That is, the present invention has rods (9), (29) and (39), said rods (9),
(29), (39) tubular support (7),
(27) and (37) are replaced with the rods (9), (29) and (3
The outer circumferences (9b), (29b) and (39b) of 9) are provided so as to surround the outer circumferences (9b), (29b) and (39b) of the rods (9), (29) and (39), and Inner circumferences (7a), (27) of the supports (7), (27), (37)
a), (37a) and the energy absorption region (10),
(30) and (40) are formed, and an energy absorber (11) made of a viscoelastic member is provided in the energy absorbing regions (10), (30) and (40), and the rods (9), (29) and
(39) and the supports (7), (27), (37) are connected to each other, and the viscoelastic dampers (6), (26),
(36) is constructed. The numbers in parentheses are for convenience and indicate the corresponding elements in the drawings.
Therefore, the present description is not limited to the description on the drawings. The same applies to the column of "action" below.

[0005]

With the above-mentioned structure, the present invention provides a rod (9),
(29), (39) and supports (7), (27), (3
The vibration generated between the energy absorption region (1) and the energy absorption region (1
0), (30), (40) at the energy absorber (1
The viscoelastic deformation of 1) acts to attenuate the vibration energy by absorbing it.

[0006]

1 is a side view showing an example of a structure, FIG. 2 is a sectional side view showing an example of a viscoelastic damper according to the present invention, FIG. 3 is a view taken in the direction of arrow III in FIG. 2, and FIG. 2 is a view showing another embodiment of the viscoelastic damper shown in FIG. 2, FIG. 5 is a view showing still another embodiment of the viscoelastic damper shown in FIG. 2, and Chemical formula 1 is used for the damping material of the viscoelastic damper according to the present invention. A chemical formula showing an example of the polysulfide-modified epoxy resin, a chemical formula 2 showing an example of the polysulfide skeleton in the polysulfide-modified epoxy resin shown in the chemical formula 1, and a chemical formula 3 showing a mercaptan group at the terminal used for the damping material of the viscoelastic damper according to the present invention. 3 is a chemical formula showing an example of a polysulfide compound having:

As shown in FIG. 1, the structure 1 has columns 2 made of steel-framed concrete which are erected at predetermined intervals, and the columns 2 are connected between the columns 2. Floor 3
It is provided by being developed in the horizontal direction while being supported by a slab (not shown). Figure 1 Floors 3 and 3 adjacent to each other in the vertical direction
In between, intermediate supports 5 for preventing the flexure of each floor 3 are provided upright at predetermined intervals in a direction intersecting the plane of FIG. 1, and the intermediate supports 5 have upper and lower end portions in FIG. , 51
Bottom surface 3 of the floors 3 and 3 adjacent to each other in the vertical direction in FIG.
b and the upper surface 3a, the viscoelastic damper 6 is pivotally supported.
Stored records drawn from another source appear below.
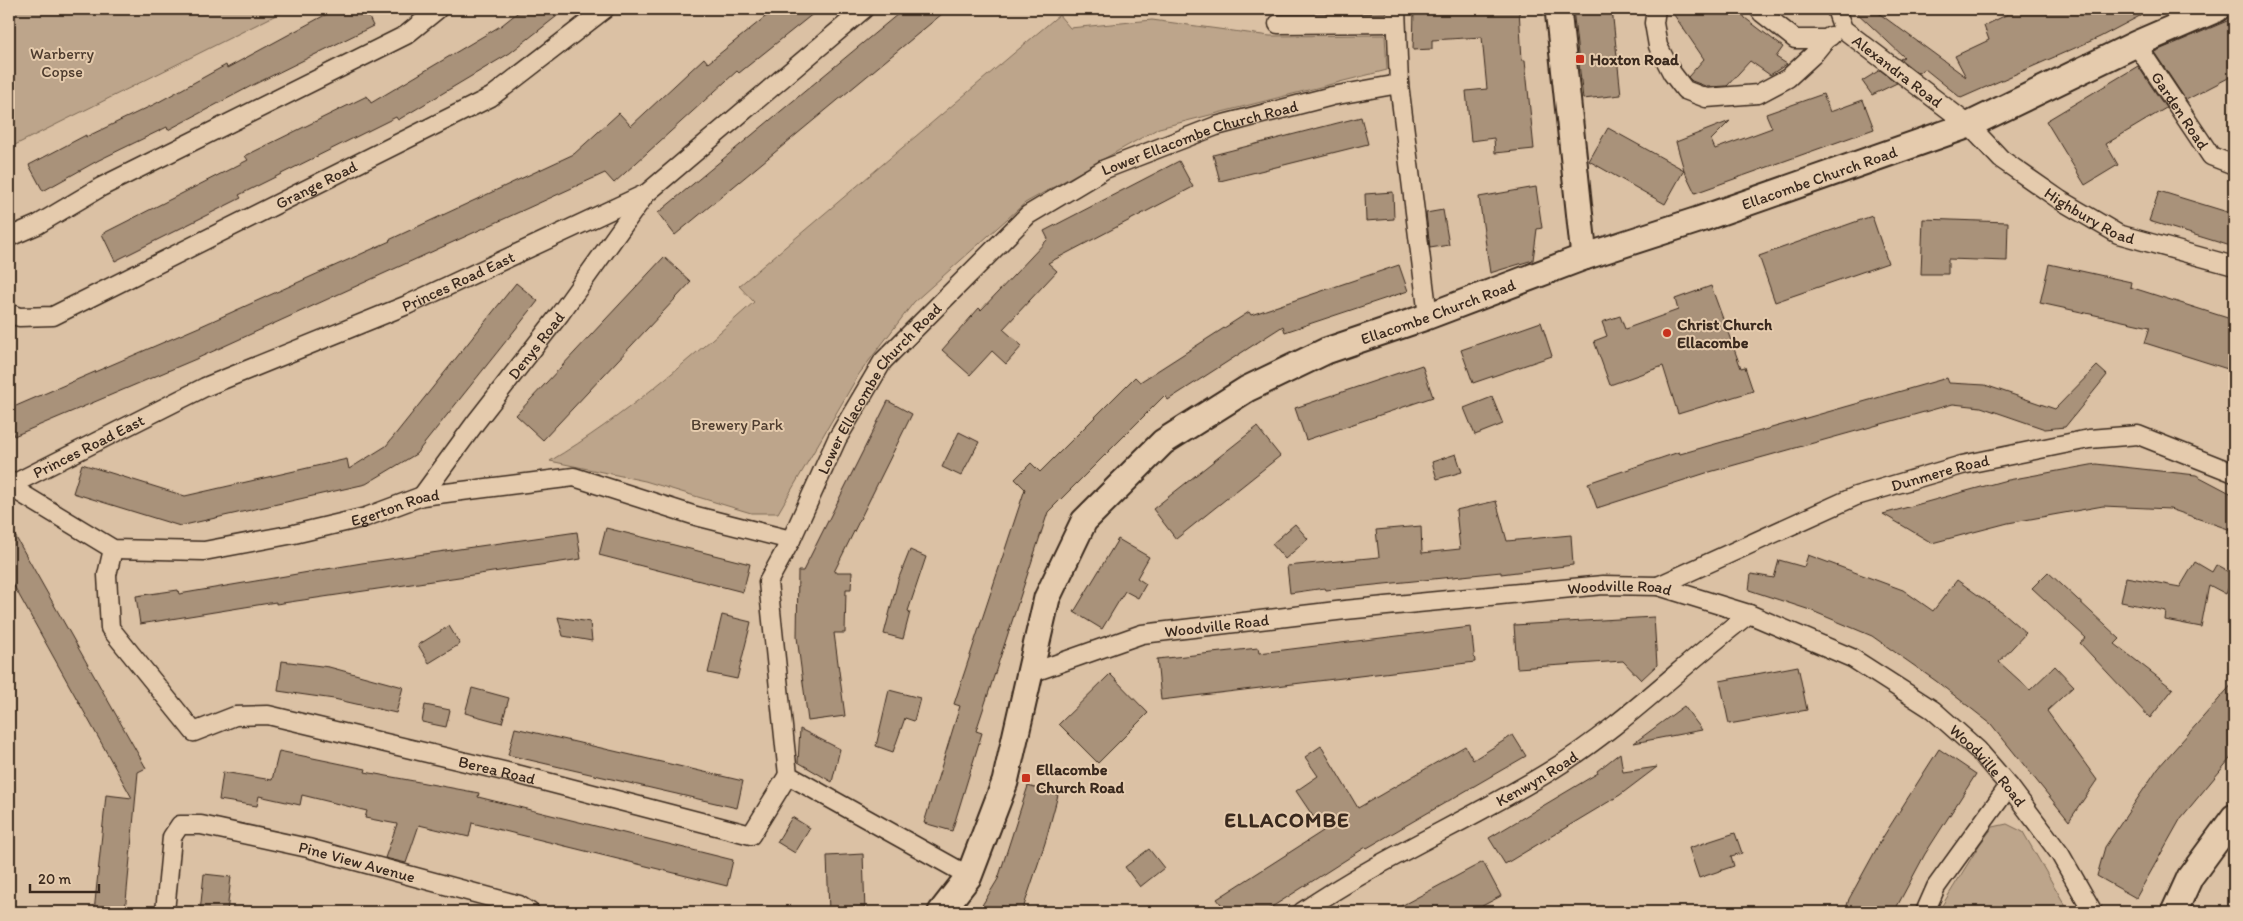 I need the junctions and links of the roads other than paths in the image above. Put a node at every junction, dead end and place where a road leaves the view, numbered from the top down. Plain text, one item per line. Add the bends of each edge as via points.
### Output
1 (438, 9) edge
2 (605, 9) edge
3 (864, 9) edge
4 (1558, 9) edge
5 (1656, 9) edge
6 (1760, 9) edge
7 (1836, 9) edge
8 (2217, 9) edge
9 (1396, 16) edge
10 (1278, 24) dead end
11 (1844, 29) junction
12 (1826, 39) junction
13 (2136, 44) junction
14 (1399, 84) junction
15 (1969, 125) junction
16 (2234, 165) edge
17 (647, 193) junction
18 (9, 237) edge
19 (1584, 257) junction
20 (2234, 266) edge
21 (9, 313) edge
22 (1428, 316) junction
23 (2234, 473) edge
24 (9, 486) edge
25 (422, 496) junction
26 (791, 540) junction
27 (114, 549) junction
28 (1658, 586) junction
29 (1749, 614) junction
30 (1028, 674) junction
31 (788, 775) junction
32 (2009, 786) junction
33 (2234, 818) edge
34 (969, 876) junction
35 (166, 912) edge
36 (530, 912) edge
37 (941, 912) edge
38 (1302, 912) edge
39 (1925, 912) edge
40 (2093, 912) edge
41 (2174, 912) edge

1 - 18 street via 406,35 101,186 37,225
2 - 21 street, Grange Road via 482,101 53,316 19,317
3 - 17 street, Princes Road East
4 - 19 street
5 - 12 street via 1654,23 1658,46 1672,73 1685,90 1706,98 1758,94 1788,78
6 - 12 street via 1795,39
7 - 11 street, Alexandra Road
8 - 13 street, Ellacombe Church Road
9 - 10 street
9 - 14 street
11 - 12 street
11 - 15 street, Alexandra Road
13 - 15 street, Ellacombe Church Road
13 - 16 street, Garden Road via 2211,156
14 - 22 street
14 - 26 street, Lower Ellacombe Church Road via 1332,96 1216,126 1105,169 1028,215 883,361 837,439
15 - 19 street, Ellacombe Church Road
15 - 20 street, Highbury Road via 2001,159 2060,200 2118,234
17 - 24 street, Princes Road East via 407,305 205,387
17 - 25 street, Denys Road
19 - 22 street, Ellacombe Church Road
22 - 30 street, Ellacombe Church Road via 1326,351 1247,389 1163,442 1084,521 1047,598
23 - 28 street, Dunmere Road via 2138,435 2088,439 1962,465 1856,496
24 - 27 street, Egerton Road
25 - 26 street, Egerton Road via 574,477 696,516
25 - 27 street, Egerton Road via 366,517 204,552
26 - 31 street, Lower Ellacombe Church Road via 768,582
27 - 31 street, Berea Road via 107,575 110,628 194,732 235,716 268,715 520,775 751,835
28 - 29 street, Woodville Road
28 - 30 street, Woodville Road via 1602,585 1142,634
29 - 32 street, Woodville Road via 1852,658 1933,710 1978,750
29 - 38 street, Kenwyn Road via 1619,721 1550,771
30 - 34 street, Ellacombe Church Road via 1004,782
31 - 34 street
32 - 39 street via 1936,887
32 - 40 street, Woodville Road via 2060,854
33 - 41 street via 2190,877
34 - 37 street, Ellacombe Church Road
35 - 36 street, Pine View Avenue via 172,837 180,825 201,825 308,848 519,906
As shown in FIG. 2 or 3, the viscoelastic damper 6 has a lower steel pipe 7 formed in a tubular shape having a predetermined inner diameter D1. The lower steel pipe 7 has the lower steel pipe 7 inside. 7
The upper steel pipe 9 formed to have an outer diameter smaller than the inner diameter D1 of
The left end of FIG. 2 which is the upper end of the steel pipe 9 is arranged so as to project from the upper end of the lower steel pipe 7, that is, the left end of FIG. 2 by a length L1, that is, the lower steel pipe 7 is an outer peripheral surface 9b of the upper steel pipe 9. It is shaped to surround the. A gap 10 is formed between the lower steel pipe 7 and the upper steel pipe 9 in an annular shape having a width L1 between the inner peripheral surface 7a of the steel pipe 7 and the damper outer peripheral surface 9b of the steel pipe 9. The damping material 11 made of a viscoelastic member is filled and disposed in the gap 10 so as to connect the lower steel pipe 7 and the upper steel pipe 9. The lower steel pipe 7 and the upper steel pipe 9 are connected to the steel pipes 7 and 9 via joint pipes 12 and 13, respectively, one 7 on the lower floor 3 in FIG. 1 and the other 9 on FIG.
The viscoelastic damper 6 is connected and attached to the upper floor 3,
2 shows the axial direction of the steel pipes 9 and 7 shown in FIG.
The steel pipes 9 and 7 above and below the joint pipes 12 and 13 and the shaft pin 5 are oriented in the directions of the arrows C and D which are the vertical directions.
The intermediate support 5 is configured so as to be pin-connected to the floors 3 and 3 of the structure 1 via 1 and 51, respectively.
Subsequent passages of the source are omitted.